In yesterday’s newsletter (10/25), Dave Rosenberg also offered a great synopsis of the views in the federal reserve, including:
“The economic recovery is proceeding at a very slow pace and has lost momentum since the spring.”
“…we project…inflation to be around 1 pct in 2011 and 2012.”
“This low level of inflation, combined with the sluggish GDP forecast and large amount of slack in the economy, suggests that further disinflation is possible.”
“Japan’s experience beginning in the early 1990s underscores the risk of getting into a long period if sustained disinflation. Japan fell into deflation in the mid-1990s and has yet to recover.”
There has been a significant expectation for QE2 priced in right now, but the details on a new monetary expansion are certainly not resolved. The Dallas Fed’s regional president Richard Fischer, among others, are questioning whether it will even work. Bernanke is not stupid, and I do believe he understands the risks and some of the arguments (though his position is a bit politicized and thus prone to some bad decisions).
If you think about it though, how will dropping the long-term yield by 50 or 100 basis points help when the big corporations already have money but are reluctant to invest it because of questionable regulations, taxes, and demand? And how will gas prices rising over $3/gallon on a sinking dollar really help the US consumer pick up demand? Right now, companies are already feeling the squeeze of higher commodity prices combined with little to no pricing power in many segments, as consumers readily delay purchases and trade down to cheaper substitutes. Higher commodities costs are likely to only make this worse; the money printed up hasn’t been reaching the US consumer as seen by high unemployment, claims stuck in the 450-500k range, and declining private sector wages. The effects of QE2 pushing more cost increases on the consumer seems more likely to further contract the economic activity, these risks are well known to the economists at the reserve banks, and it seems more likely that the program will run toward the conservative side on this one.
I’m still holding off on gold, waiting it out a few months for the market to once again reflect more of the real deflationary risks, but I still believe it’s in a secular bull market and will go up in the long-term. I’ve got plenty of unallocated cash waiting for this.
However, I did find some excitement in the bond market today, with the yields back up to 2.64 for the 10-year and 4.00 for the 30-year. I took advantage by extending the bond portfolio in my Roth further to include some DFY and PLP, with yields at 7-7.5% and BBB ratings. I’ve found Quantumonline.com to be a great place to find lists of exchange-traded debt and other income generating securities (and its free). Keep in mind that the companies with exchange-traded debt obviously have access to the markets and will therefore benefit from lower yields, but its definately worth doing a quick check.

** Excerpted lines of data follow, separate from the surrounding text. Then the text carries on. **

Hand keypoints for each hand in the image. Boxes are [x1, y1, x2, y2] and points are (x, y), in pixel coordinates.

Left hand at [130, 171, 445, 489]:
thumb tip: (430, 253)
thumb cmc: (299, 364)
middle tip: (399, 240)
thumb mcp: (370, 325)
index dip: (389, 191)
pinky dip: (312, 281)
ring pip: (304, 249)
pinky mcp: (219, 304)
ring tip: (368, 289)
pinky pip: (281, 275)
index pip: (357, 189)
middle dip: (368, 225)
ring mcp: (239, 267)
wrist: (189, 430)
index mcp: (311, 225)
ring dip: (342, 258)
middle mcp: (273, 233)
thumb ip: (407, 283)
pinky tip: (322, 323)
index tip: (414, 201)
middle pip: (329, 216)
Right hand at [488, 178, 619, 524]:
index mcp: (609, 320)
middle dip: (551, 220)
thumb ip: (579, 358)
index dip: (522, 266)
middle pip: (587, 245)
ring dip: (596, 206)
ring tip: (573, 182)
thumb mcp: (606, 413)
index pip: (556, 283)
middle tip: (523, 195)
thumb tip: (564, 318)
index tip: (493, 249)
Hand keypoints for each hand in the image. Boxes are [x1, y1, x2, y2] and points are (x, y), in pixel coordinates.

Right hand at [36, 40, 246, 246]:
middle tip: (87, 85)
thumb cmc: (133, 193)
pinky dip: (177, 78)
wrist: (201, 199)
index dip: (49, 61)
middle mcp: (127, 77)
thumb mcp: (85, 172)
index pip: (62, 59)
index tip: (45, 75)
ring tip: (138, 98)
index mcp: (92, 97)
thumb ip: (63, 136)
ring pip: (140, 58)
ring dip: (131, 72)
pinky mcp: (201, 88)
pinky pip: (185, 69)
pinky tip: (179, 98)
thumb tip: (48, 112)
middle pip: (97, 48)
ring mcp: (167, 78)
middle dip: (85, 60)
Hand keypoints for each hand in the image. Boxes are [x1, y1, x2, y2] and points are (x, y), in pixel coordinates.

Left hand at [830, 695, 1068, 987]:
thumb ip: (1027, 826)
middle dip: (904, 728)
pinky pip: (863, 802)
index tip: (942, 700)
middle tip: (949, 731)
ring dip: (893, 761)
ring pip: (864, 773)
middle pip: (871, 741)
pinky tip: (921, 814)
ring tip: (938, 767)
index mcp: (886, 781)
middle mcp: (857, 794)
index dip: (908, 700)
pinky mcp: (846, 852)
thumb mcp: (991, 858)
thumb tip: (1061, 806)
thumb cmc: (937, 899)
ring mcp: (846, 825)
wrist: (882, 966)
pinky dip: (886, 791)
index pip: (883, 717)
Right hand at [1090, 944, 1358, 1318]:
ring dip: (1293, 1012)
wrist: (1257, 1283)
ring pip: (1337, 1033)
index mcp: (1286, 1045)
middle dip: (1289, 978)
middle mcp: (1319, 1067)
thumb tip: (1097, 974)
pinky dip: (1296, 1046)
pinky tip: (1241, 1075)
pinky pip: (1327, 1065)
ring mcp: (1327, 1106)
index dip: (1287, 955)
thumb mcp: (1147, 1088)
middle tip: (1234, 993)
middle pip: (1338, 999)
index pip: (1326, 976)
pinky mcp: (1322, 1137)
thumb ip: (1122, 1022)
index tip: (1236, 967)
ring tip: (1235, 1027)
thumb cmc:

I like to check for significant positive earnings in the underlying company and a balance sheet that doesn’t look too scary. I also like to see that the company has common stock with regular dividends, showing that there is someone to cut off before you in case of trouble (this is especially important with preferred stocks). You could try to find interest coverage ratios, liabilities hidden in the footnotes, significant contractual lease obligations and such, but this is more for big investors – when investing $1000 into each of a bunch of these, due-diligence has to be quick because the potential gains will not pay for your time.